*** Exercise data Section Begins ***

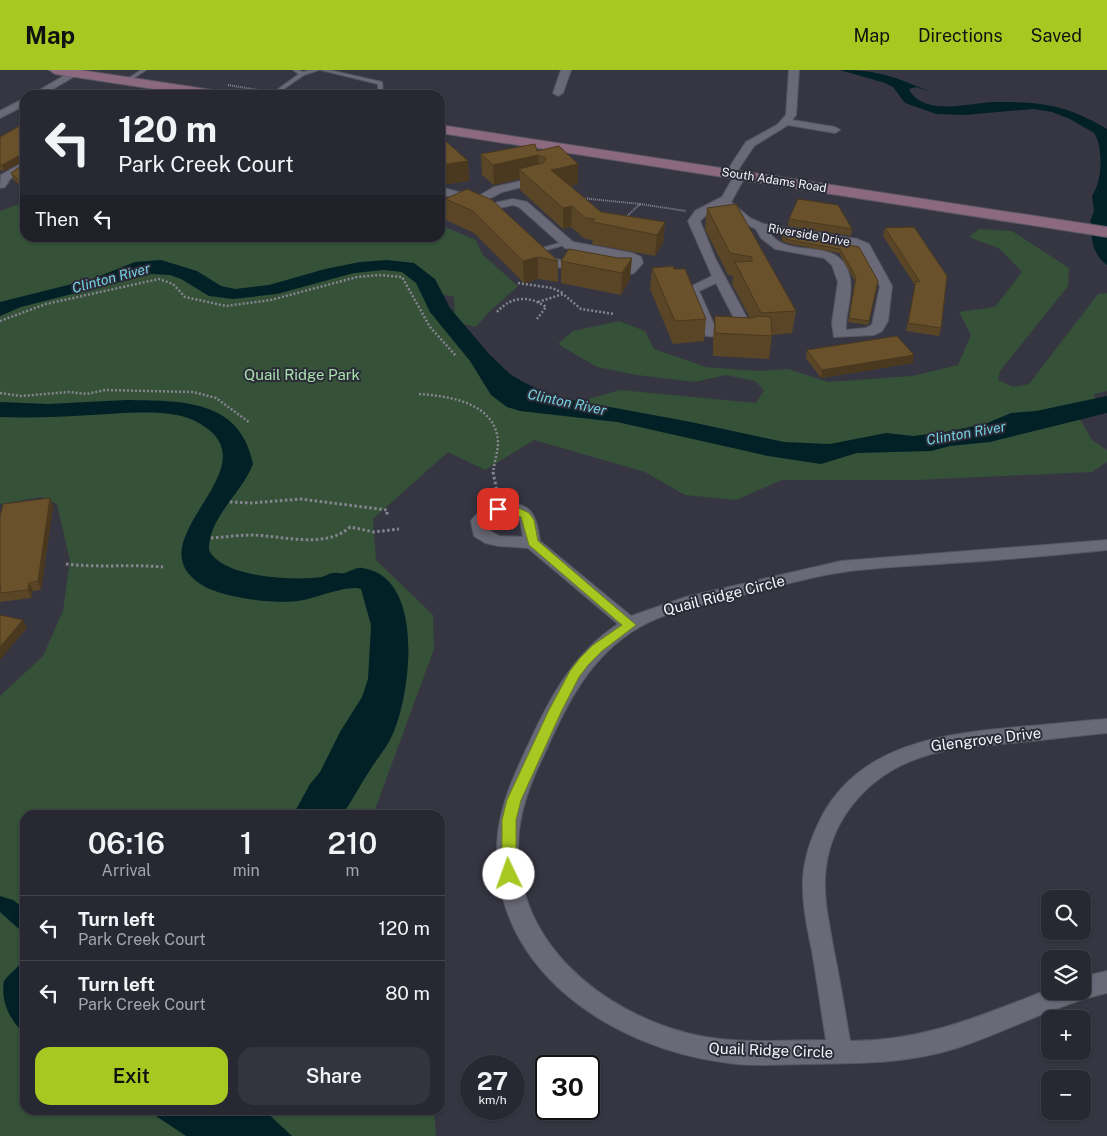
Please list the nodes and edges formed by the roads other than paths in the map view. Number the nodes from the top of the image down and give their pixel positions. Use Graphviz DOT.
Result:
graph roads {
  1 [pos="56,70"];
  2 [pos="144,70"];
  3 [pos="295,70"];
  4 [pos="316,70"];
  5 [pos="323,70"];
  6 [pos="566,70"];
  7 [pos="794,70"];
  8 [pos="75,73"];
  9 [pos="302,74"];
  10 [pos="126,81"];
  11 [pos="45,90"];
  12 [pos="186,90"];
  13 [pos="279,90"];
  14 [pos="381,90"];
  15 [pos="558,93"];
  16 [pos="20,104"];
  17 [pos="0,115"];
  18 [pos="786,122"];
  19 [pos="445,130"];
  20 [pos="835,130"];
  21 [pos="20,167"];
  22 [pos="735,174"];
  23 [pos="20,180"];
  24 [pos="539,180"];
  25 [pos="1,185"];
  26 [pos="445,192"];
  27 [pos="724,202"];
  28 [pos="484,204"];
  29 [pos="503,220"];
  30 [pos="762,227"];
  31 [pos="1107,232"];
  32 [pos="566,243"];
  33 [pos="531,248"];
  34 [pos="718,276"];
  35 [pos="532,543"];
  36 [pos="1107,545"];
  37 [pos="630,625"];
  38 [pos="1107,726"];
  39 [pos="1107,982"];
  40 [pos="1091,986"];
  41 [pos="1050,1000"];
  42 [pos="840,1052"];
  1 -- 8 [label="main road"];
  2 -- 10 [label="lane"];
  3 -- 9 [label="lane"];
  4 -- 9 [label="lane"];
  5 -- 14 [label="lane"];
  6 -- 15 [label="street"];
  7 -- 18 [label="street"];
  8 -- 10 [label="main road"];
  8 -- 11 [label="street"];
  9 -- 13 [label="lane"];
  10 -- 12 [label="main road"];
  16 -- 17 [label="street"];
  18 -- 20 [label="street"];
  18 -- 22 [label="street"];
  19 -- 22 [label="main road, South Adams Road"];
  21 -- 25 [label="street"];
  22 -- 27 [label="street"];
  22 -- 31 [label="main road, South Adams Road"];
  23 -- 25 [label="street"];
  24 -- 28 [label="street"];
  26 -- 28 [label="street"];
  27 -- 30 [label="street, Riverside Drive"];
  27 -- 34 [label="street"];
  28 -- 29 [label="street"];
  28 -- 32 [label="street"];
  30 -- 30 [label="street, Riverside Drive"];
  32 -- 33 [label="lane"];
  32 -- 33 [label="street"];
  34 -- 34 [label="street"];
  35 -- 35 [label="street"];
  35 -- 37 [label="street"];
  36 -- 37 [label="street, Quail Ridge Circle"];
  37 -- 42 [label="street, Quail Ridge Circle"];
  38 -- 42 [label="street, Glengrove Drive"];
  39 -- 40 [label="street"];
  41 -- 42 [label="street, Quail Ridge Circle"];
}
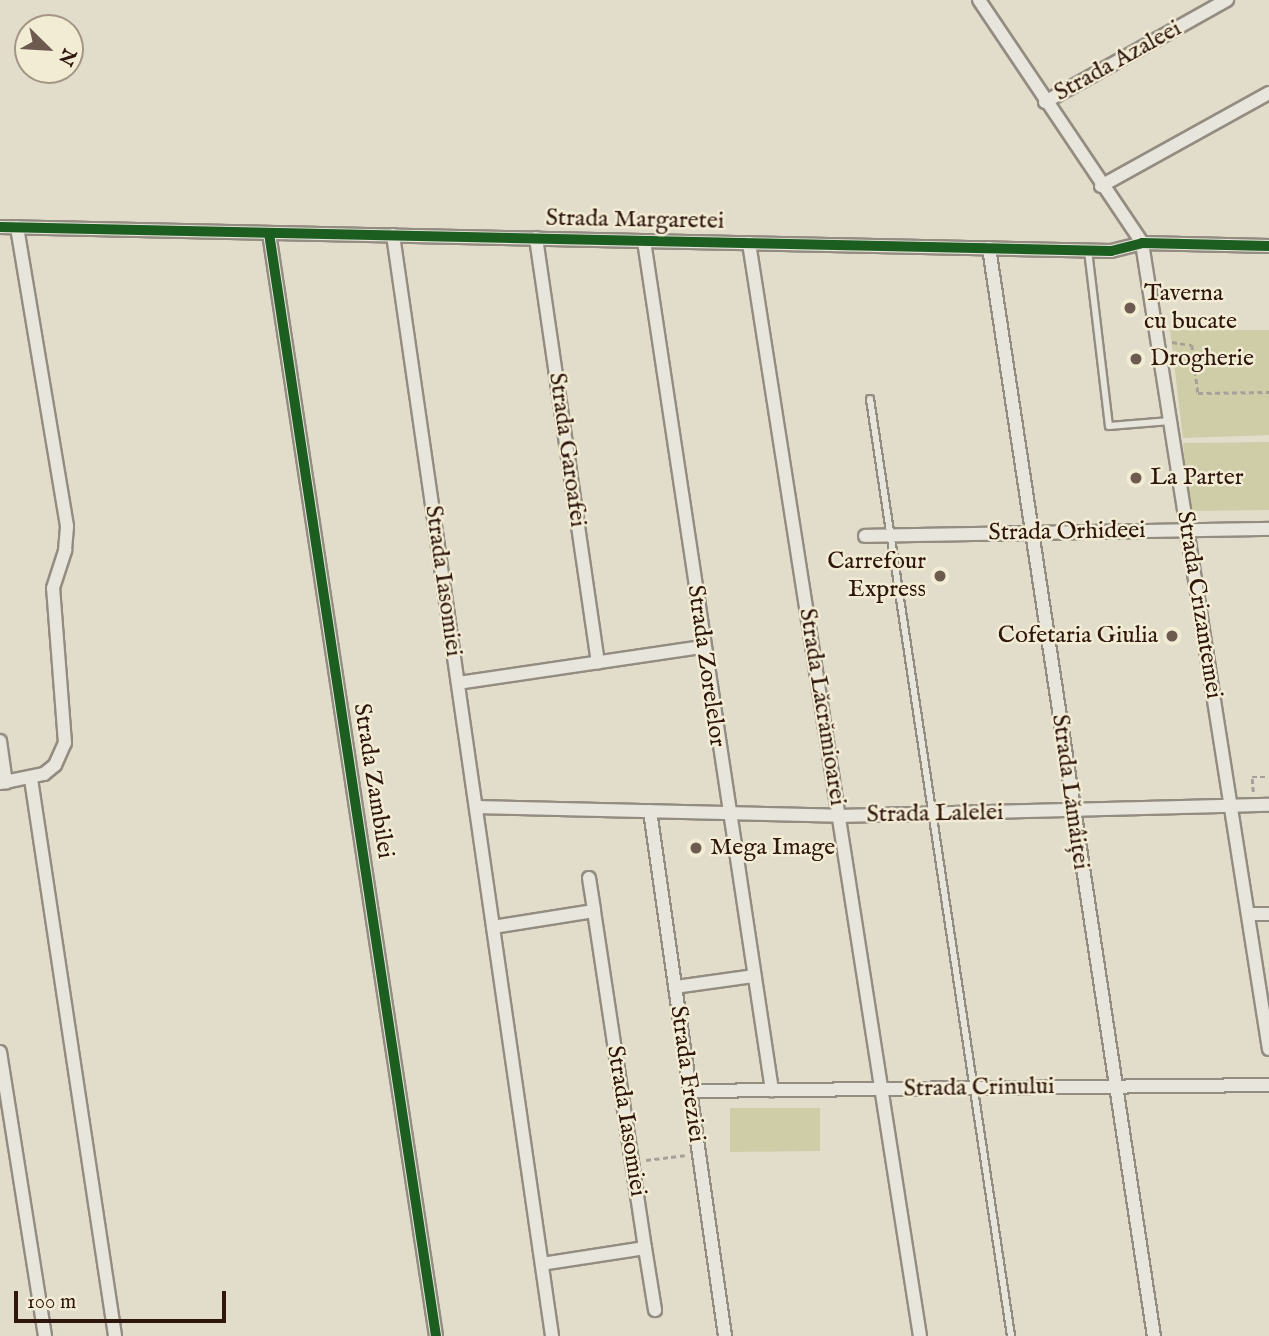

*** Exercise data Section Ends ***

### Your assignment
Transcribe every line from the records above without alteration, and leave out the images.

### Written solution
Please list the nodes and edges formed by the roads other than paths in the map view. Number the nodes from the top of the image down and give their pixel positions. Use Graphviz DOT.
Result:
graph roads {
  1 [pos="56,70"];
  2 [pos="144,70"];
  3 [pos="295,70"];
  4 [pos="316,70"];
  5 [pos="323,70"];
  6 [pos="566,70"];
  7 [pos="794,70"];
  8 [pos="75,73"];
  9 [pos="302,74"];
  10 [pos="126,81"];
  11 [pos="45,90"];
  12 [pos="186,90"];
  13 [pos="279,90"];
  14 [pos="381,90"];
  15 [pos="558,93"];
  16 [pos="20,104"];
  17 [pos="0,115"];
  18 [pos="786,122"];
  19 [pos="445,130"];
  20 [pos="835,130"];
  21 [pos="20,167"];
  22 [pos="735,174"];
  23 [pos="20,180"];
  24 [pos="539,180"];
  25 [pos="1,185"];
  26 [pos="445,192"];
  27 [pos="724,202"];
  28 [pos="484,204"];
  29 [pos="503,220"];
  30 [pos="762,227"];
  31 [pos="1107,232"];
  32 [pos="566,243"];
  33 [pos="531,248"];
  34 [pos="718,276"];
  35 [pos="532,543"];
  36 [pos="1107,545"];
  37 [pos="630,625"];
  38 [pos="1107,726"];
  39 [pos="1107,982"];
  40 [pos="1091,986"];
  41 [pos="1050,1000"];
  42 [pos="840,1052"];
  1 -- 8 [label="main road"];
  2 -- 10 [label="lane"];
  3 -- 9 [label="lane"];
  4 -- 9 [label="lane"];
  5 -- 14 [label="lane"];
  6 -- 15 [label="street"];
  7 -- 18 [label="street"];
  8 -- 10 [label="main road"];
  8 -- 11 [label="street"];
  9 -- 13 [label="lane"];
  10 -- 12 [label="main road"];
  16 -- 17 [label="street"];
  18 -- 20 [label="street"];
  18 -- 22 [label="street"];
  19 -- 22 [label="main road, South Adams Road"];
  21 -- 25 [label="street"];
  22 -- 27 [label="street"];
  22 -- 31 [label="main road, South Adams Road"];
  23 -- 25 [label="street"];
  24 -- 28 [label="street"];
  26 -- 28 [label="street"];
  27 -- 30 [label="street, Riverside Drive"];
  27 -- 34 [label="street"];
  28 -- 29 [label="street"];
  28 -- 32 [label="street"];
  30 -- 30 [label="street, Riverside Drive"];
  32 -- 33 [label="lane"];
  32 -- 33 [label="street"];
  34 -- 34 [label="street"];
  35 -- 35 [label="street"];
  35 -- 37 [label="street"];
  36 -- 37 [label="street, Quail Ridge Circle"];
  37 -- 42 [label="street, Quail Ridge Circle"];
  38 -- 42 [label="street, Glengrove Drive"];
  39 -- 40 [label="street"];
  41 -- 42 [label="street, Quail Ridge Circle"];
}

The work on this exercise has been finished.